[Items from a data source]
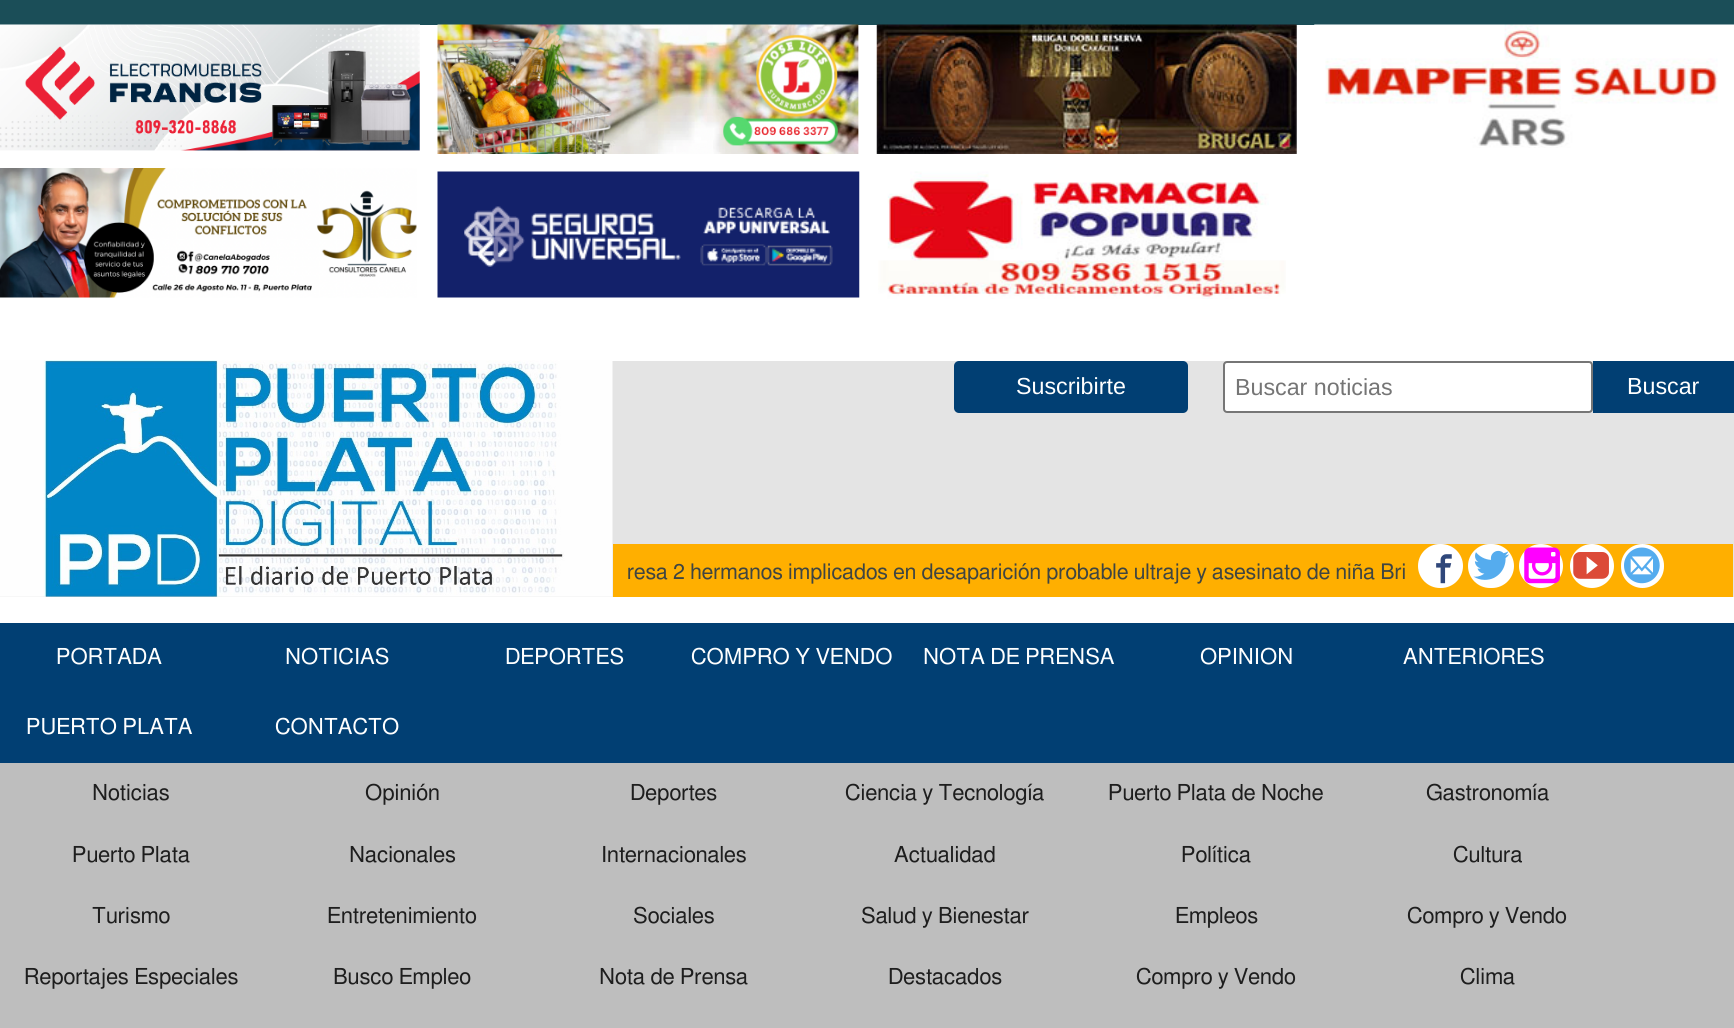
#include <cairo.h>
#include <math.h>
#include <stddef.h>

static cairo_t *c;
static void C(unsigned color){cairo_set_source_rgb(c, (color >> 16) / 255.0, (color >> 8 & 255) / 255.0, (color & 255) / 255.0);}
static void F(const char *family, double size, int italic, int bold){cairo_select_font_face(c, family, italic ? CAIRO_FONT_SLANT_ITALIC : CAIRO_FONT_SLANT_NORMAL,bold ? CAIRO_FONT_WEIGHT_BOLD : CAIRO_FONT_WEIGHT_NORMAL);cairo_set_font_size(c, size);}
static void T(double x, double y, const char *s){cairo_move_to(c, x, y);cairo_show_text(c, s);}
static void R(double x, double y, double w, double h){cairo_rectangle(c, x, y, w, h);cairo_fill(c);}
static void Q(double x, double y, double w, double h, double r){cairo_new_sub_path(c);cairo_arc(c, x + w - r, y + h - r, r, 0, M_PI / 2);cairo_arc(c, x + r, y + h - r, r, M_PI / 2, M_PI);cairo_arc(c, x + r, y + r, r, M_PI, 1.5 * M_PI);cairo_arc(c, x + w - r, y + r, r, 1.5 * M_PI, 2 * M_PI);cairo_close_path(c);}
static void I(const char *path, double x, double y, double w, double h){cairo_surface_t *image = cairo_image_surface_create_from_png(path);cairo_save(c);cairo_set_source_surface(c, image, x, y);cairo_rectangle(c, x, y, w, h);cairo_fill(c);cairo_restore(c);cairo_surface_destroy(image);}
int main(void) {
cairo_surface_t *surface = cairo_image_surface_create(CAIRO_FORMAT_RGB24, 1734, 1028);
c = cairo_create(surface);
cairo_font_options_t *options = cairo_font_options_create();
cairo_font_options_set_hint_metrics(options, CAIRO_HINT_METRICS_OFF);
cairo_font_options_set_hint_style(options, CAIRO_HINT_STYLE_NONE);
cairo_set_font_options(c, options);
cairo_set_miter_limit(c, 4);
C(0xffffff);
cairo_paint(c);
C(0x1b4e58);
R(0,0,1734,25);
I("1.png",0,24,420,127);
I("2.png",437,24,422,130);
I("3.png",876,24,421,130);
I("4.png",1314,24,420,124);
I("5.png",0,168,417,130);
I("6.png",437,171,423,127);
I("7.png",878,171,408,128);
C(0xe4e4e4);
R(0,361,1734,236);
I("8.png",0,360,613,237);
C(0x013f73);
Q(954,361,234,52,5);
cairo_fill(c);
F("Liberation Sans",23.25,0,0);
C(0xffffff);
T(1016,394,"Suscribirte");
Q(1224,362,368,50,3);
cairo_fill_preserve(c);
C(0x767676);
cairo_stroke(c);
C(0x757575);
T(1235,395,"Buscar noticias");
C(0x013f73);
R(1593,361,141,52);
C(0xffffff);
T(1627,394,"Buscar");
C(0xffaf00);
R(613,544,1120,53);
F("FreeSans",21.4,0,0);
C(0x3f4542);
T(627,579,"resa 2 hermanos implicados en desaparición probable ultraje y asesinato de niña Bri");
C(0xffffff);
Q(1418,544,45,44,22);
cairo_fill(c);
Q(1468,544,46,44,22);
cairo_fill(c);
cairo_arc(c,1541,566,22,0,2 * M_PI);
cairo_fill(c);
cairo_arc(c,1592,566,22,0,2 * M_PI);
cairo_fill(c);
Q(1621,544,43,44,21.5);
cairo_fill(c);
I("9.png",1436,554,16,30);
I("10.png",1473,550,36,30);
I("11.png",1524,547,36,37);
I("12.png",1573,552,36,27);
I("13.png",1624,547,36,37);
C(0x013f73);
R(0,623,1734,140);
F("FreeSans",22,0,0);
C(0xffffff);
T(56,664,"PORTADA");
T(285,664,"NOTICIAS");
T(505,664,"DEPORTES");
T(691,664,"COMPRO Y VENDO");
T(923,664,"NOTA DE PRENSA");
T(1200,664,"OPINION");
T(1403,664,"ANTERIORES");
T(26,734,"PUERTO PLATA");
T(275,734,"CONTACTO");
C(0xbebebe);
R(0,763,1734,265);
C(0x1e1e1e);
T(92,800,"Noticias");
T(365,800,"Opinión");
T(630,800,"Deportes");
T(845,800,"Ciencia y Tecnología");
T(1108,800,"Puerto Plata de Noche");
T(1426,800,"Gastronomía");
T(72,862,"Puerto Plata");
T(349,862,"Nacionales");
T(601,862,"Internacionales");
T(894,862,"Actualidad");
T(1181,862,"Política");
T(1453,862,"Cultura");
T(92,923,"Turismo");
T(327,923,"Entretenimiento");
T(633,923,"Sociales");
T(861,923,"Salud y Bienestar");
T(1175,923,"Empleos");
T(1407,923,"Compro y Vendo");
T(24,984,"Reportajes Especiales");
T(333,984,"Busco Empleo");
T(599,984,"Nota de Prensa");
T(888,984,"Destacados");
T(1136,984,"Compro y Vendo");
T(1460,984,"Clima");
cairo_surface_write_to_png(surface, "o.png");
cairo_font_options_destroy(options);
cairo_destroy(c);
cairo_surface_destroy(surface);
return 0;
}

### Your instructions
Count the lines above in which the string "include" occurs, and write the number with no other text.

### Answer for this exercise
3